Recycling used punched cards

Posted September 6, 2005

You remember punched cards for storing data? Unfortunately they were a bit before my time, though the MITSFS still uses them a lot to write on instead of buying new index cards. Once you punch a hole in them, the hole is there for good, of course, and basically you can store one bit per hole (or per absence of a hole). A curious mind might wonder, "Well, even after I've stored my data on there, there are still some places left over where I could punch new holes. Can I store more than one bit per bit if I reuse a card?"

It turns out that you can. Granted, punching new holes tends to destroy the original data, but you can reuse a card that someone else has already punched by just encoding your own data with sufficient error-correction to be able to ignore the "noise" that the previous punches represent.

In the limiting case of someone using a card as a communications channel (i.e. I punch just a couple of holes to encode a little data, mail it to my friend, then he punches a couple of new holes and mails it back, etc. etc.), you can get a limiting usage of 2.37 bits of data transfer per bit of storage. Neat!
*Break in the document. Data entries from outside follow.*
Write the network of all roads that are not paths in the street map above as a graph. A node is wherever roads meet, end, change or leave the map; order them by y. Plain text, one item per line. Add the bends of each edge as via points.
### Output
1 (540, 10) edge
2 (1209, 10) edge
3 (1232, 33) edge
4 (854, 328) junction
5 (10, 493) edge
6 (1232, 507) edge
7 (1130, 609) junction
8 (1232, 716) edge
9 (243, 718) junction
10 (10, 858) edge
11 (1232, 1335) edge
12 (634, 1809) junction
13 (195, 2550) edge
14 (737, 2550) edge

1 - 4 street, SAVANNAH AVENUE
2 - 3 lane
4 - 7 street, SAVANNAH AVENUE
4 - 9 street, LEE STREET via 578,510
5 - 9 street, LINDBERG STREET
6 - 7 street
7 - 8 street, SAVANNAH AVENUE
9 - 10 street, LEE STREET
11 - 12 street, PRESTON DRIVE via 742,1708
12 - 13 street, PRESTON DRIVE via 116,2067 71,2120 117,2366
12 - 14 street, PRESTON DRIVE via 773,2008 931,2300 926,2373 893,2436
The full paper has some other interesting results, and additionally makes the point that these sorts of questions and techniques may become important again for nanotech purposes: replace "punched card" with "atomic-scale data storage" and "card readers" with "autonomous nanobots" and you can get a very inspiring picture of how many devices can (and will have to!) share data storage and transmission in the presence of competing devices as well as natural environmental noise on that scale.